First off, you can submit a system diagnostic within 10 minutes usually, and call Sonos Support with the diagnostic number to discuss it. The purpose of the 10 minute timing window there is, of course, limited memory on the system to store that data in, so if you wait too long, the event will have timed out already, and not be visible to the folks at Sonos. 

Second, while I kinda like the bluetooth possibility, there’s another one you may want to consider, and a couple of less frequent potential issues that are worth looking at. 

First, and most frequently, is use of “Spotify Connect”, where you give someone access to send a stream to your Sonos while they’re in your home, and connected to your wifi. The unusual aspect of that is, once that they’re outside of your home, the Spotify Connect connection is maintained, even though they’re no longer on your wifi, until such time as you play anything else (just not Spotify) on your speakers.

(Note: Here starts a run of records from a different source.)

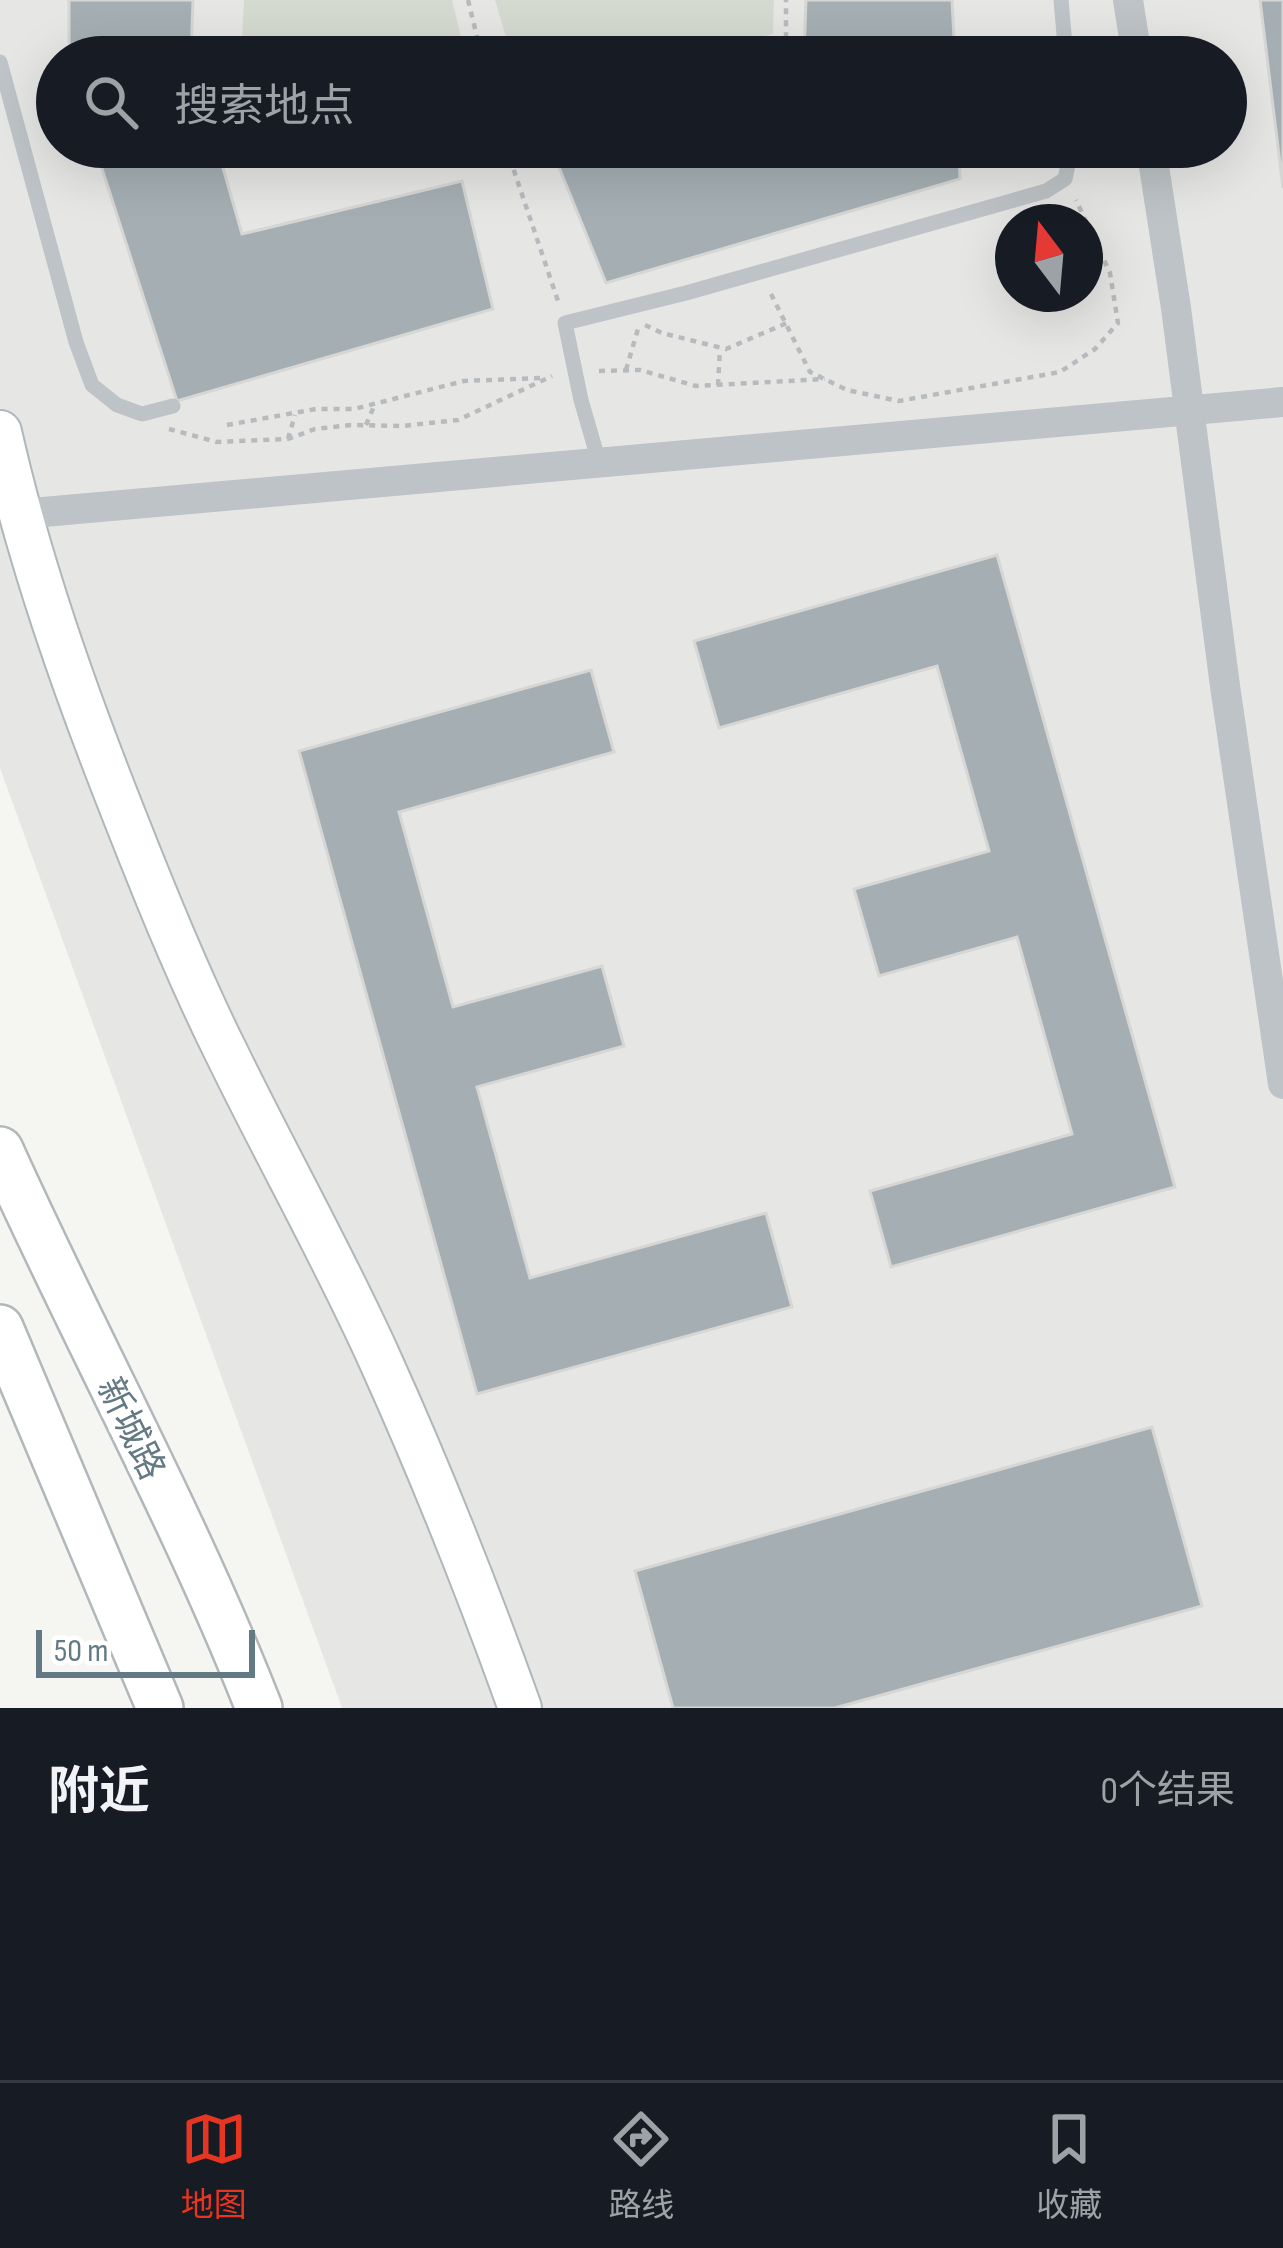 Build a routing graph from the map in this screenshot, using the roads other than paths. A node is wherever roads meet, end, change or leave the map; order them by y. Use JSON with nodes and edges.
{"nodes":[{"id":1,"x":1061,"y":0,"type":"edge"},
{"id":2,"x":1128,"y":0,"type":"edge"},
{"id":3,"x":1064,"y":36,"type":"edge"},
{"id":4,"x":1134,"y":36,"type":"edge"},
{"id":5,"x":0,"y":62,"type":"edge"},
{"id":6,"x":1067,"y":168,"type":"edge"},
{"id":7,"x":1154,"y":168,"type":"edge"},
{"id":8,"x":1283,"y":402,"type":"edge"},
{"id":9,"x":173,"y":406,"type":"dead end"},
{"id":10,"x":1190,"y":410,"type":"junction"},
{"id":11,"x":0,"y":432,"type":"edge"},
{"id":12,"x":599,"y":462,"type":"junction"},
{"id":13,"x":21,"y":514,"type":"junction"},
{"id":14,"x":1283,"y":1084,"type":"edge"},
{"id":15,"x":0,"y":1150,"type":"edge"},
{"id":16,"x":0,"y":1328,"type":"edge"},
{"id":17,"x":253,"y":1706,"type":"edge"},
{"id":18,"x":160,"y":1708,"type":"edge"},
{"id":19,"x":520,"y":1708,"type":"edge"}],
"edges":[{"from":1,"to":3,"type":"lane"},
{"from":2,"to":4,"type":"street"},
{"from":5,"to":9,"type":"lane"},
{"from":6,"to":12,"type":"lane"},
{"from":7,"to":10,"type":"street"},
{"from":8,"to":10,"type":"street"},
{"from":10,"to":12,"type":"street"},
{"from":10,"to":14,"type":"street"},
{"from":11,"to":13,"type":"street"},
{"from":12,"to":13,"type":"street"},
{"from":13,"to":19,"type":"street"},
{"from":15,"to":17,"type":"main road","name":"新城路"},
{"from":16,"to":18,"type":"main road"}]}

It’s been a frequent case where someone outside the home has apparently been trying to play something on their local Spotify, and don’t recognize that it’s still connected to your Sonos. Frequently, they assume it’s a volume problem, and turn it up, since they can’t hear it playing. Which makes life interesting for you. As indicated, when allowing someone to use Spotify Connect, all you need to do is play a stream from anywhere else, and it will “break” that connection.

Second, there’s also the possibility that someone set an alarm, and it’s going off. Much less likely, but at least worth double checking the settings in the controller.

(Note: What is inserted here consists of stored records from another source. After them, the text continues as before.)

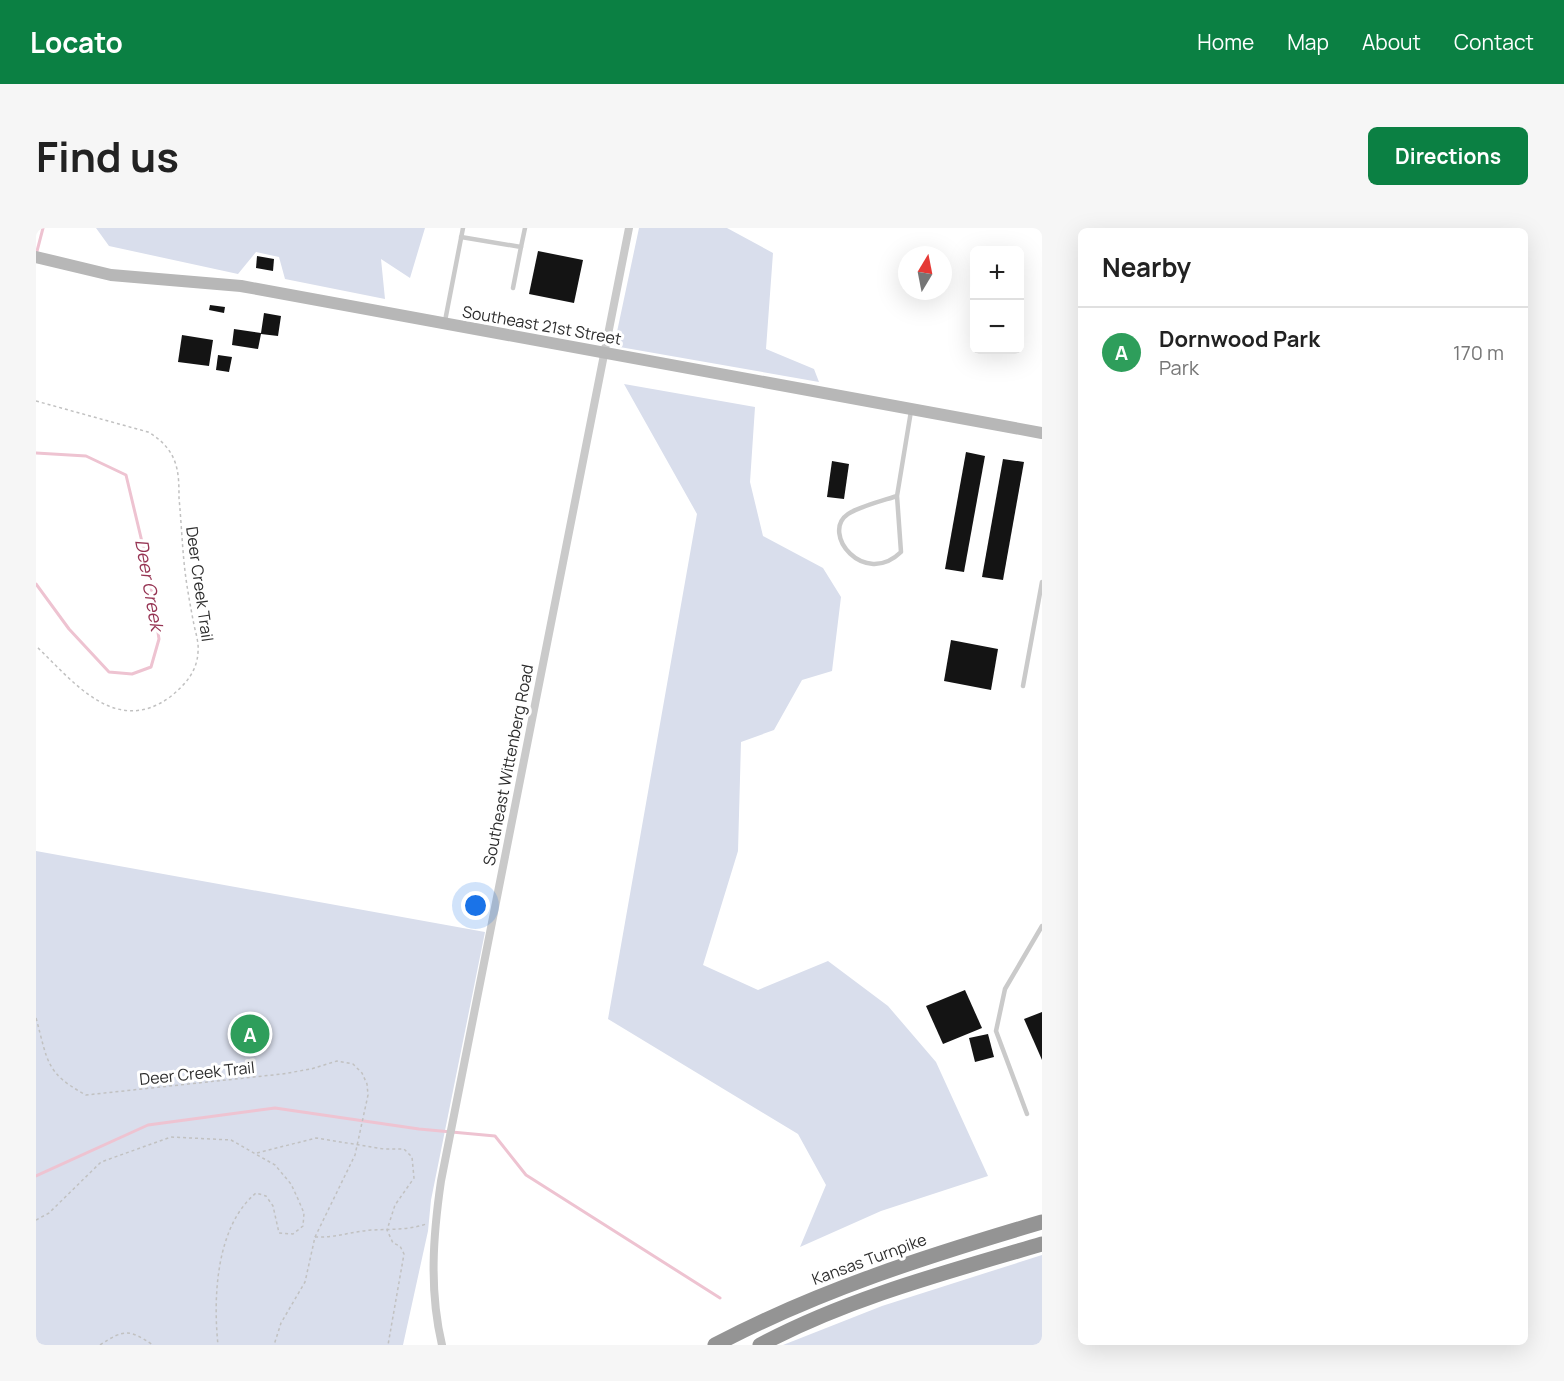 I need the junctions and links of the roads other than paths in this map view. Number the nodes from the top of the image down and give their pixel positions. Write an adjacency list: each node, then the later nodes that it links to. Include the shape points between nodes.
1 (463, 228): 4 (lane)
2 (525, 228): 5 (lane)
3 (629, 228): 9 (street, Southeast Wittenberg Road)
4 (461, 237): 5 (lane); 8 (lane)
5 (521, 247): 7 (lane)
6 (36, 257): 8 (street, Southeast 21st Street, via 121,276 241,286)
7 (513, 288)
8 (445, 324): 9 (street, Southeast 21st Street)
9 (604, 352): 10 (street, Southeast 21st Street); 19 (street, Southeast Wittenberg Road, via 448,1141 435,1221 434,1289)
10 (912, 408): 11 (street, Southeast 21st Street); 12 (lane)
11 (1042, 433)
12 (897, 496): 12 (lane, via 901,552 892,561 879,565 856,560 841,542 840,526 847,514)
13 (1042, 582): 14 (lane)
14 (1023, 686)
15 (1042, 926): 16 (lane, via 1005,989 996,1031)
16 (1027, 1114)
17 (1042, 1222): 20 (highway, Kansas Turnpike, via 848,1284)
18 (1042, 1244): 21 (highway, via 849,1306)
19 (442, 1345)
20 (715, 1345)
21 (760, 1345)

Third, and probably very remote in your case, if you’ve connected your speaker via Bluetooth to a TV, there are some TVs and/or cable boxes that turn on their audio in the middle of the night, when they’re checking for updates to their OS. Might be worth, if you can, making sure your TV is up to date. Most TV manufacturers have fixed that bug, but it’s possible that it’s still happening here and there. 

Hope this helps.  

Oh, and more specifically, you as a user don’t have access to that data in the diagnostic. There used to be some places you could poke around and see some stuff, but most of that is now closed up, due likely to security issues. And of course, people like me, who don’t work for Sonos, also can’t see that data.